Abstract method to create a new entity.

get

Abstract method to retrieve a single entity by its identifier.

get_all

Abstract method to retrieve all entities of this type.

delete

Abstract method to delete a specific entity by its identifier.

delete_all

Abstract method to delete all entities of this type.

_create_entity_if_not_exists

Creates an entity only if it does not already exist in the backend.

_get_entity

Retrieves an entity instance using its identifier.

_get_all_entities

Retrieves all entities of a specific type from the backend.

_delete_entity

Deletes an individual entity, optionally calling a cleanup function before deletion.

_delete_all_by_type

Deletes all entities of a certain type using the provided getter and deleter functions.

Source code in merlin/db_scripts/entity_managers/entity_manager.py
class EntityManager(Generic[T, M], ABC):
    """
    Abstract base class for managing database entity lifecycles.

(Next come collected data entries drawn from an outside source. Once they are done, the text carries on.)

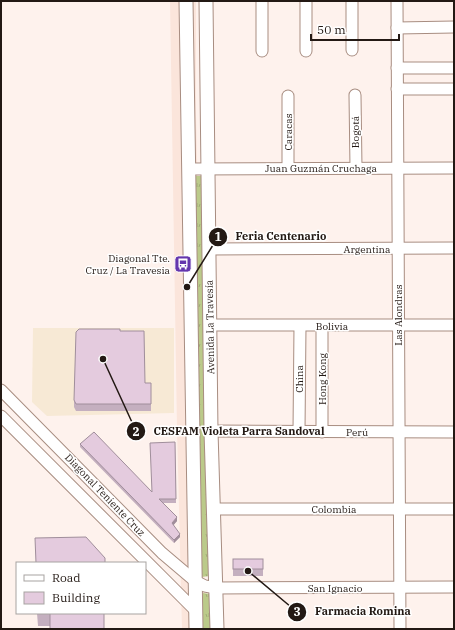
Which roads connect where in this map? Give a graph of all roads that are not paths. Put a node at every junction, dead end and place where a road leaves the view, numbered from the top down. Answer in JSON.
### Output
{"nodes":[{"id":1,"x":186,"y":1,"type":"edge"},
{"id":2,"x":206,"y":1,"type":"edge"},
{"id":3,"x":262,"y":1,"type":"edge"},
{"id":4,"x":306,"y":1,"type":"edge"},
{"id":5,"x":352,"y":1,"type":"edge"},
{"id":6,"x":397,"y":1,"type":"edge"},
{"id":7,"x":397,"y":28,"type":"junction"},
{"id":8,"x":454,"y":28,"type":"edge"},
{"id":9,"x":352,"y":50,"type":"dead end"},
{"id":10,"x":262,"y":51,"type":"dead end"},
{"id":11,"x":306,"y":51,"type":"dead end"},
{"id":12,"x":397,"y":68,"type":"junction"},
{"id":13,"x":454,"y":68,"type":"edge"},
{"id":14,"x":397,"y":89,"type":"junction"},
{"id":15,"x":454,"y":89,"type":"edge"},
{"id":16,"x":288,"y":96,"type":"dead end"},
{"id":17,"x":355,"y":96,"type":"dead end"},
{"id":18,"x":288,"y":168,"type":"junction"},
{"id":19,"x":356,"y":168,"type":"junction"},
{"id":20,"x":398,"y":168,"type":"junction"},
{"id":21,"x":454,"y":168,"type":"edge"},
{"id":22,"x":189,"y":169,"type":"junction"},
{"id":23,"x":208,"y":169,"type":"junction"},
{"id":24,"x":454,"y":248,"type":"edge"},
{"id":25,"x":209,"y":249,"type":"junction"},
{"id":26,"x":398,"y":249,"type":"junction"},
{"id":27,"x":454,"y":325,"type":"edge"},
{"id":28,"x":210,"y":326,"type":"junction"},
{"id":29,"x":300,"y":326,"type":"junction"},
{"id":30,"x":322,"y":326,"type":"junction"},
{"id":31,"x":398,"y":326,"type":"junction"},
{"id":32,"x":1,"y":390,"type":"edge"},
{"id":33,"x":1,"y":416,"type":"edge"},
{"id":34,"x":212,"y":431,"type":"junction"},
{"id":35,"x":299,"y":432,"type":"junction"},
{"id":36,"x":322,"y":432,"type":"junction"},
{"id":37,"x":399,"y":432,"type":"junction"},
{"id":38,"x":454,"y":432,"type":"edge"},
{"id":39,"x":214,"y":509,"type":"junction"},
{"id":40,"x":399,"y":509,"type":"junction"},
{"id":41,"x":454,"y":509,"type":"edge"},
{"id":42,"x":195,"y":581,"type":"junction"},
{"id":43,"x":454,"y":587,"type":"edge"},
{"id":44,"x":216,"y":588,"type":"junction"},
{"id":45,"x":399,"y":588,"type":"junction"},
{"id":46,"x":196,"y":611,"type":"junction"},
{"id":47,"x":196,"y":629,"type":"edge"},
{"id":48,"x":217,"y":629,"type":"edge"},
{"id":49,"x":400,"y":629,"type":"edge"}],
"edges":[{"from":1,"to":22,"type":"street","name":"Avenida La Travesía"},
{"from":2,"to":23,"type":"street","name":"Avenida La Travesía"},
{"from":3,"to":10,"type":"street"},
{"from":4,"to":11,"type":"street"},
{"from":5,"to":9,"type":"street"},
{"from":6,"to":7,"type":"street","name":"Las Alondras"},
{"from":7,"to":8,"type":"street"},
{"from":7,"to":12,"type":"street","name":"Las Alondras"},
{"from":12,"to":13,"type":"street"},
{"from":12,"to":14,"type":"street","name":"Las Alondras"},
{"from":14,"to":15,"type":"street"},
{"from":14,"to":20,"type":"street","name":"Las Alondras"},
{"from":16,"to":18,"type":"street","name":"Caracas"},
{"from":17,"to":19,"type":"street","name":"Bogotá"},
{"from":18,"to":19,"type":"street","name":"Juan Guzmán Cruchaga"},
{"from":18,"to":23,"type":"street","name":"Juan Guzmán Cruchaga"},
{"from":19,"to":20,"type":"street","name":"Juan Guzmán Cruchaga"},
{"from":20,"to":21,"type":"street","name":"Juan Guzmán Cruchaga"},
{"from":20,"to":26,"type":"street","name":"Las Alondras"},
{"from":22,"to":23,"type":"street","name":"Juan Guzmán Cruchaga"},
{"from":22,"to":42,"type":"street","name":"Avenida La Travesía"},
{"from":23,"to":25,"type":"street","name":"Avenida La Travesía"},
{"from":24,"to":26,"type":"street","name":"Argentina"},
{"from":25,"to":26,"type":"street","name":"Argentina"},
{"from":25,"to":28,"type":"street","name":"Avenida La Travesía"},
{"from":26,"to":31,"type":"street","name":"Las Alondras"},
{"from":27,"to":31,"type":"street","name":"Bolivia"},
{"from":28,"to":29,"type":"street","name":"Bolivia"},
{"from":28,"to":34,"type":"street","name":"Avenida La Travesía"},
{"from":29,"to":30,"type":"street","name":"Bolivia"},
{"from":29,"to":35,"type":"street","name":"China"},
{"from":30,"to":31,"type":"street","name":"Bolivia"},
{"from":30,"to":36,"type":"street","name":"Hong Kong"},
{"from":31,"to":37,"type":"street","name":"Las Alondras"},
{"from":32,"to":42,"type":"street","name":"Diagonal Teniente Cruz"},
{"from":33,"to":46,"type":"street","name":"Diagonal Teniente Cruz"},
{"from":34,"to":35,"type":"street","name":"Perú"},
{"from":34,"to":39,"type":"street","name":"Avenida La Travesía"},
{"from":35,"to":36,"type":"street","name":"Perú"},
{"from":36,"to":37,"type":"street","name":"Perú"},
{"from":37,"to":38,"type":"street","name":"Perú"},
{"from":37,"to":40,"type":"street","name":"Las Alondras"},
{"from":39,"to":40,"type":"street","name":"Colombia"},
{"from":39,"to":44,"type":"street","name":"Avenida La Travesía"},
{"from":40,"to":41,"type":"street","name":"Colombia"},
{"from":40,"to":45,"type":"street","name":"Las Alondras"},
{"from":42,"to":44,"type":"street","name":"Diagonal Teniente Cruz"},
{"from":42,"to":46,"type":"street","name":"Avenida La Travesía"},
{"from":43,"to":45,"type":"street","name":"San Ignacio"},
{"from":44,"to":45,"type":"street","name":"San Ignacio"},
{"from":44,"to":48,"type":"street","name":"Avenida La Travesía"},
{"from":45,"to":49,"type":"street","name":"Las Alondras"},
{"from":46,"to":47,"type":"street","name":"Avenida La Travesía"}]}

    This class defines a common interface and helper methods for managing entities stored in the
    database, such as studies, runs, and workers. Subclasses must implement methods to create,
    retrieve, and delete these entities using the provided backend.

    Generic Parameters:
        T (DatabaseEntity): The entity class managed by this manager.
        M (BaseDataModel): The data model class corresponding to the entity.

    Attributes:
        backend: The backend interface used to persist and retrieve entity data.
        _filter_accessor_map: A dictionary mapping supported filter keys to accessor functions
            for the entity type. Used by filtering logic (e.g., in `get_all`) to dynamically
            retrieve values from entity instances. Subclasses must override this to enable
            filtering support.

    Methods:
        create: Abstract method to create a new entity.
        get: Abstract method to retrieve a single entity by its identifier.
        get_all: Abstract method to retrieve all entities of this type.
        delete: Abstract method to delete a specific entity by its identifier.
        delete_all: Abstract method to delete all entities of this type.
        _create_entity_if_not_exists: Creates an entity only if it does not already exist in the backend.
        _get_entity: Retrieves an entity instance using its identifier.
        _get_all_entities: Retrieves all entities of a specific type from the backend.
        _delete_entity: Deletes an individual entity, optionally calling a cleanup function before deletion.
        _delete_all_by_type: Deletes all entities of a certain type using the provided getter and deleter functions.
    """

    _filter_accessor_map: Dict[str, Callable[[T], Any]] = {}

    def __init__(self, backend: ResultsBackend):
        """
        Initialize the EntityManager with a backend.

        Args:
            backend: The backend interface used to persist and retrieve entities.
        """
        self.backend: ResultsBackend = backend
        # Subclasses can set self.db by creating a set_db_reference method which is called by the MerlinDatabase class
        self.db: "MerlinDatabase" = None  # noqa: F821
        self._entity_type: str = None  # Subclasses need to set this
        self._entity_class: Callable = None  # Subclasses need to set this

    @abstractmethod
    def create(self, *args: Any, **kwargs: Any) -> T:
        """
        Create a new entity.

        This method must be implemented by subclasses to define how a specific entity is created.

        Args:
            *args (Any): Optional positional arguments for create context.
            **kwargs (Any): Optional keyword arguments for create context.

        Returns:
            The newly created entity instance.

        Raises:
            NotImplementedError: If a subclass has not implemented this method.
        """
        raise NotImplementedError("Subclasses of `EntityManager` must implement a `create` method.")

    @abstractmethod
    def get(self, identifier: str) -> T:
        """
        Retrieve a single entity by its identifier.

        Args:
            identifier (str): The unique identifier of the entity.

        Returns:
            The entity instance corresponding to the identifier.

        Raises:
            NotImplementedError: If a subclass has not implemented this method.
        """
        raise NotImplementedError("Subclasses of `EntityManager` must implement a `get` method.")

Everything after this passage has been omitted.